1. Why Evaluation Is Hard
LLM outputs are:
- Open-ended: there is rarely a single correct answer.
- Multi-dimensional: quality, factual accuracy, helpfulness, safety, fluency are all distinct.
- Context-dependent: the same output may be good in one context and bad in another.

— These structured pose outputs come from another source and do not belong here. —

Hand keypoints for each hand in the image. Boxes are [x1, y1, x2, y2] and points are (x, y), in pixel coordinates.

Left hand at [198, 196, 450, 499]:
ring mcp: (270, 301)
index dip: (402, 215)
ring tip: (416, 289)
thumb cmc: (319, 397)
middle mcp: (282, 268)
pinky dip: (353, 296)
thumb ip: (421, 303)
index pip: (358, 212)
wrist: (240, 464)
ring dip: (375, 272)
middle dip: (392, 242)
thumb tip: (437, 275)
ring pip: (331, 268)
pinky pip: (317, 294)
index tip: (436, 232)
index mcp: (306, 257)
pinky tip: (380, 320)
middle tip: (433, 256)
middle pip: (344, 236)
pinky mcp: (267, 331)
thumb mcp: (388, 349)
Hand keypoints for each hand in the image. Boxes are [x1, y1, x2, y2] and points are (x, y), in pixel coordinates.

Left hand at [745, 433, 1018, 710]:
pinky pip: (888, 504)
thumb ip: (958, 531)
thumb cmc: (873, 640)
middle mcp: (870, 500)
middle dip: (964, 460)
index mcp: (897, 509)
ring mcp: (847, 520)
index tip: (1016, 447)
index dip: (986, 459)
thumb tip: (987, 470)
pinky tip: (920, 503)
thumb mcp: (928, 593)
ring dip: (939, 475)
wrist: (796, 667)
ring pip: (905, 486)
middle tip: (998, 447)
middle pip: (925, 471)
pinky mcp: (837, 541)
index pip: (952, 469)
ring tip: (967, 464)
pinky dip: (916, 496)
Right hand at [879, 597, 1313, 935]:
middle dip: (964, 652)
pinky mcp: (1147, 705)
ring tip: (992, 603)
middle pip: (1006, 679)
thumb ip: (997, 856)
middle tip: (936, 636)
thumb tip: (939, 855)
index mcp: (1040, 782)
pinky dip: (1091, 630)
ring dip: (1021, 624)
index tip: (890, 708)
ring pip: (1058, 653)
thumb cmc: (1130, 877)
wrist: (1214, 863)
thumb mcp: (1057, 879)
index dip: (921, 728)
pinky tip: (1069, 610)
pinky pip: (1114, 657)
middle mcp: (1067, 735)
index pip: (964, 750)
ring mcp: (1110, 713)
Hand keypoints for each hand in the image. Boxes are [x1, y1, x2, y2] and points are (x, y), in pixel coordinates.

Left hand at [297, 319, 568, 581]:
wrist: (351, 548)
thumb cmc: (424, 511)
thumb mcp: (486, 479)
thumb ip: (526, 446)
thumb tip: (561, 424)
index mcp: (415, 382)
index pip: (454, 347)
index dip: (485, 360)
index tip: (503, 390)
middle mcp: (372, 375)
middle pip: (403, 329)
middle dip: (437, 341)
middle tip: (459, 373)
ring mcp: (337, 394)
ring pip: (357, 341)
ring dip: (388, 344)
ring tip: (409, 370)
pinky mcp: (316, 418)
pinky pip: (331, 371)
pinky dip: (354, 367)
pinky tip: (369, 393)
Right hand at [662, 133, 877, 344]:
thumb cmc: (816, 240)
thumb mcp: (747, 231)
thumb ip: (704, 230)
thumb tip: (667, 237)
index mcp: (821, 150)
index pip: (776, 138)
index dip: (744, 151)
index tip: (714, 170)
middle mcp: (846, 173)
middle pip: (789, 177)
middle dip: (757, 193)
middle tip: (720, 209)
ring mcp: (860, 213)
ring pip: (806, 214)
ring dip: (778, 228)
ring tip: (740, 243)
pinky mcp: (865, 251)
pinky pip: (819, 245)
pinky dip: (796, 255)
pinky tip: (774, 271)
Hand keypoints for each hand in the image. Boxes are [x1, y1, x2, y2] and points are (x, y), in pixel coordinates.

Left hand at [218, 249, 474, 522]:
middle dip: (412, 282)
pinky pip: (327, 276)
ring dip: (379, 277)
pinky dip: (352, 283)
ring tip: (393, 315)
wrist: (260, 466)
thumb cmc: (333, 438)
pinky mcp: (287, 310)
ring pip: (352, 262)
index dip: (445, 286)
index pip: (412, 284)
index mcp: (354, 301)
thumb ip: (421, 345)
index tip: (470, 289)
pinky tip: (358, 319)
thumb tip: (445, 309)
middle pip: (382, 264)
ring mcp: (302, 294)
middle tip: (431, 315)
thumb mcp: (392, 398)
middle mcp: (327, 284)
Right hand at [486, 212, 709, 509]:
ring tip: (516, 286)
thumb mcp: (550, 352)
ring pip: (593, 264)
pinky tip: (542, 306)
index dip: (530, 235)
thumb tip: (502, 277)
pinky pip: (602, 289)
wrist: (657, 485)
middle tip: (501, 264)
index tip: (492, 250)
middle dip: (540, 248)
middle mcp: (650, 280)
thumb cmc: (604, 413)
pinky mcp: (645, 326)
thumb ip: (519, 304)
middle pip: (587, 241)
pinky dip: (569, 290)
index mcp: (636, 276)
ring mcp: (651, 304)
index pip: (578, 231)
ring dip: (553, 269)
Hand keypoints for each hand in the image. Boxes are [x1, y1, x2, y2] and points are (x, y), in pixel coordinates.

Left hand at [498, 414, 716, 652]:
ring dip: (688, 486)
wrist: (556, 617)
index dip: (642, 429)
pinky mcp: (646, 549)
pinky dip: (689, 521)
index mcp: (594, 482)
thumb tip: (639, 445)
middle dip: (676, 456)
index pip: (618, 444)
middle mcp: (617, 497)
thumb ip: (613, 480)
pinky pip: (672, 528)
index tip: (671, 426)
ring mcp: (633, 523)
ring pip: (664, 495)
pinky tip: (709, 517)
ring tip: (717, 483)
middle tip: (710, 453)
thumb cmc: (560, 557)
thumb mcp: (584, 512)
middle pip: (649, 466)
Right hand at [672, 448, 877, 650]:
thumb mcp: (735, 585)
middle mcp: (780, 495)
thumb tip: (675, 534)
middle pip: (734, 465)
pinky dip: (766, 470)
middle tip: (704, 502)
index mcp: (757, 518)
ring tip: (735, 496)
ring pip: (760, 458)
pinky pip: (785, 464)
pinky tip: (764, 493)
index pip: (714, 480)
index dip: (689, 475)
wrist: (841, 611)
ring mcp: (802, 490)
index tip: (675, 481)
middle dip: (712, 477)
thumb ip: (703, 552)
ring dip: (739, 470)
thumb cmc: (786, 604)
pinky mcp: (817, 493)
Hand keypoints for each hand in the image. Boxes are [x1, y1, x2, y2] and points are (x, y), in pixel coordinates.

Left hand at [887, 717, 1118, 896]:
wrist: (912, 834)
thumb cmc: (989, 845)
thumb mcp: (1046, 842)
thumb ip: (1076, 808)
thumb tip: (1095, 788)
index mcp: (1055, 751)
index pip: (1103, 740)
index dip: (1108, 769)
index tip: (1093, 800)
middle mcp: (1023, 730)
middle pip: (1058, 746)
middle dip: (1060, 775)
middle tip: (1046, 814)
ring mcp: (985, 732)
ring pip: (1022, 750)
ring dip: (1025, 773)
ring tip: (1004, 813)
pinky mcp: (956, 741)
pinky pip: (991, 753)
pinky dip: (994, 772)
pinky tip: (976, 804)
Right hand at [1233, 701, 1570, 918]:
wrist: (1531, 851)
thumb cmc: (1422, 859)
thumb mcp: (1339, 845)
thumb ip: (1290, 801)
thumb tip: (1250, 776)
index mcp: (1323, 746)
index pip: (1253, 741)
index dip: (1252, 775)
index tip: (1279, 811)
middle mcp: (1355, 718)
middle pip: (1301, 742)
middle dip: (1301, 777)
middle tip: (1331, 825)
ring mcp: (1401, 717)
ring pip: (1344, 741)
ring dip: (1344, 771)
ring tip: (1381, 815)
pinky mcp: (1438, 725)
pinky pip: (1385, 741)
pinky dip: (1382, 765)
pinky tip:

- Adversarially exploitable: optimising for a metric often degrades the underlying quality (Goodhart’s Law).
2. Automatic Evaluation Metrics
2.1 Reference-Based Metrics
Compare model output to a gold-standard reference.
| Metric |
What it measures |
Limitations |
| BLEU |
N-gram overlap (translation) |
Misses meaning; brittle |
| ROUGE |
N-gram recall (summarisation) |
Same issues |
| METEOR |
Alignment + synonyms |
Better than BLEU |
| BERTScore |
Contextual embedding similarity |
More robust; still imperfect |
| BLEURT |
Fine-tuned regression model |
Expensive |
from evaluate import load
rouge = load("rouge")
results = rouge.compute(
predictions=["The cat sat on the mat."],
references=["A cat is sitting on a mat."]
)
print(results) # {'rouge1': 0.73, 'rouge2': 0.40, 'rougeL': 0.73, ...}
2.2 Reference-Free Metrics
- Perplexity: how well does the model predict its own output? Low PPL indicates fluency.
- Self-BLEU: diversity of generated outputs.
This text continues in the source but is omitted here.